As an author, I’m particularly interested in the use of blogs as a way to build communities of practice around fiction. The use of blogs for writing, publishing, and promoting provides what I think is an interesting alternative to mainstream publishers for an author to get their feet on the ground. I know of two popular novels – “John Dies at the End” and “Worm” that both started or are starting publication using some variation of this format. Fielser and others who have done research on the phenomenon of “internet fandom” have noted how works of fiction can foster online communities that regulate social norms and change perception of a work. So could an author use a blog or blog-like technology to purposefully cultivate a fandom in order to promote their works?
Author Lori Jareo self-published a Star Wars fanfic novel on a blog, and then attempted to charge donations to see it via Amazon. For this action, she was (perhaps rightly) criticized. However, personally, I am interested to see what the feedback would be for a non-fanfiction work published in this manner. Steven A. Hetcher noted in a 2009 work that the backlash against Jareo was a classic example of how blogs can be employed as social norms to regulate remix cultural mores. Casey Fielser (2007) made similar observations, noting that blogs have a transformative effect on the publishing and promotion, as well as social regulation of materials published upon them. If something published on a blog can garner such negative attention, might it not be possible to use a blog to garner positive attention for an original work?

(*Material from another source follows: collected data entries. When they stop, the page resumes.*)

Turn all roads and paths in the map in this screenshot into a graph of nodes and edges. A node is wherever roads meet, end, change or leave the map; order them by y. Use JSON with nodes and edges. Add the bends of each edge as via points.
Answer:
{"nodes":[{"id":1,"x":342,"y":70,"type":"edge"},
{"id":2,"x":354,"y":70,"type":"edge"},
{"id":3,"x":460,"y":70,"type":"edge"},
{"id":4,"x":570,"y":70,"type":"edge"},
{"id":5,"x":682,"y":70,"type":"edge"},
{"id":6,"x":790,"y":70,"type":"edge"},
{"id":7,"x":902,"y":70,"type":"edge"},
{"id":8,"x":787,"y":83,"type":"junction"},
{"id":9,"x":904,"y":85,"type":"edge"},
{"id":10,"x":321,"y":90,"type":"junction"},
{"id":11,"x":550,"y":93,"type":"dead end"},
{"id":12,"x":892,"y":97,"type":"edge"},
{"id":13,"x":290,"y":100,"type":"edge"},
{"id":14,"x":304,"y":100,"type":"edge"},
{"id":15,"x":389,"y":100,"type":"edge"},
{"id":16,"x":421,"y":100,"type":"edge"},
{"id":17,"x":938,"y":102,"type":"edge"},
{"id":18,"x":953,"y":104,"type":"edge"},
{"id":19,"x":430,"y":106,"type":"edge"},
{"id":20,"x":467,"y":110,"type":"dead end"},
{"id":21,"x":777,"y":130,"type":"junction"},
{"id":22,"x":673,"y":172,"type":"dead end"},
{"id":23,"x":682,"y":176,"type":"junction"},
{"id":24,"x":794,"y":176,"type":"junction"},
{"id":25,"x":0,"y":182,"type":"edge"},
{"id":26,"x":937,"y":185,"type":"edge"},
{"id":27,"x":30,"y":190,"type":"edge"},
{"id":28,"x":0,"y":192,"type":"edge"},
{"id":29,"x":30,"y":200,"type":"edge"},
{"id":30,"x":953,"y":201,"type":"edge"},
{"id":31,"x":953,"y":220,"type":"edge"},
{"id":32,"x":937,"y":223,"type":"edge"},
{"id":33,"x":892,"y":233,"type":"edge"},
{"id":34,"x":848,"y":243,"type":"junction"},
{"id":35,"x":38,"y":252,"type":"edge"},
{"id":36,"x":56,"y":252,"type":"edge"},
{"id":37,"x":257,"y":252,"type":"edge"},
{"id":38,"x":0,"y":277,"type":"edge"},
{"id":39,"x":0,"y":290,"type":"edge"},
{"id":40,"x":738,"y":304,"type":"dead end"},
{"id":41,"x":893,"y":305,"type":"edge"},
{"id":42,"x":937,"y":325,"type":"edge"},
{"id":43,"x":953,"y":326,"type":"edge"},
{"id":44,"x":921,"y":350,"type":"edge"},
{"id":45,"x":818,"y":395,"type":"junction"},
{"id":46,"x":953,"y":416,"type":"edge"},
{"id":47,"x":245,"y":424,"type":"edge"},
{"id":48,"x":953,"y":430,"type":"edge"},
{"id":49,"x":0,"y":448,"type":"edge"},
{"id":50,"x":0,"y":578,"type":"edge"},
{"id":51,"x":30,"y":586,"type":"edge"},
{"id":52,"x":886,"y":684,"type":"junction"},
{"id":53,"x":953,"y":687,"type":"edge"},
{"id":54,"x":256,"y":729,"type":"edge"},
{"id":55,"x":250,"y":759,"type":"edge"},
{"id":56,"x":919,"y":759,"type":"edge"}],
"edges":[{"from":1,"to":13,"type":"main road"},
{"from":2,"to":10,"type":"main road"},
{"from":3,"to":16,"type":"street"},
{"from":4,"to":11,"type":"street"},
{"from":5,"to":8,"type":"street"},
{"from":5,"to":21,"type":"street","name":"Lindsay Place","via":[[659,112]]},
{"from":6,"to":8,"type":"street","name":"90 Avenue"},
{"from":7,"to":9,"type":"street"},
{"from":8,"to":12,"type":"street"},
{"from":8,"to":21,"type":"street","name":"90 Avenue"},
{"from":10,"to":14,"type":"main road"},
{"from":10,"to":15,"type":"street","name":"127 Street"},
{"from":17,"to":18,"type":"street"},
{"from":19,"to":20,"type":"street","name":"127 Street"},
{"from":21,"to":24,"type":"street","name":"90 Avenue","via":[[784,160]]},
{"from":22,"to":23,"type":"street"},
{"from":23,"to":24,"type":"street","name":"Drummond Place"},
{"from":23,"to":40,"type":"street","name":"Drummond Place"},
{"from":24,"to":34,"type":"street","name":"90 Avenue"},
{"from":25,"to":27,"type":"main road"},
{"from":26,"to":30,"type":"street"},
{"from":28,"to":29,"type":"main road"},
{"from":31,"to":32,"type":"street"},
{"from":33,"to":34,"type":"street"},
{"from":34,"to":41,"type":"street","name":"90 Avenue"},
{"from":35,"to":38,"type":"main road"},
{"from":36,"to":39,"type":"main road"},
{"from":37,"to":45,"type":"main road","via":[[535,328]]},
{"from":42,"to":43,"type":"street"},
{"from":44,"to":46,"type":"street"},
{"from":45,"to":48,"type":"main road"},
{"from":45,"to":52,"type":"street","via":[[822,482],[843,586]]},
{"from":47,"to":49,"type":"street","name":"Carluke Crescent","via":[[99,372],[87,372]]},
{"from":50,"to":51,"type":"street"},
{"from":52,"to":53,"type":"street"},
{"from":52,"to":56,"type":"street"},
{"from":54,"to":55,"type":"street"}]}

Mayzlin and Yoganarasimhan (2011) noted that participation in blogs allowed authors to show the quality of their work by providing a means of linking to and from other quality works. Though their research was mostly focused on journalism, it may also hold true for works of fiction.
Many self-publishing avenues also closely link blogs with e-book distribution. For example, blog site WordPress is compatible with WooCommerce, which is a plug-in that facilitates the distribution of digital works.
This article (http://www.yourwriterplatform.com/blogging-fiction-writers/) by Kimberley Grabas, however, says the use of blogs by fiction writers is best used to intensify interest in a small audience rather than reach out to a larger one. In fact, a lot of blogs where authors discussed blogging noted that most popular blogs are built around authoritative value, and that it was difficult to attract people to a more generalized fiction blog.
Perhaps the most interesting result from all this has been the emergence of the “blognovel”, a narrative in the form of a diary of a fictional character shaped by comments from visitors as the story progresses. This can create a unique, socio-technological form of narrative that hasn’t really been seen before the advent of Web 2.0.
I think there is a lot of potential let untapped in using blogs for fiction. Whether it’s posting stories, editorials, reviews, promoting publishing, fostering communities, intensifying fan devotion and so on that has yet to be explored. When I finish writing my first novel I plan on experimenting with blogs as a way to promote and share pieces of it for promotion and criticism. I’m pretty excited to see what happens.
I do wish that there was more research on this particular sub-field. Almost all the information I could find about this was from the anecdotal experience of authors. I was able to find some peer-reviewed journal articles somewhat relating to it about fandoms and fan-fiction, but it’s not quite the same, so that seems like an interesting topic to look at in the future when it comes to technology, media, and informatics.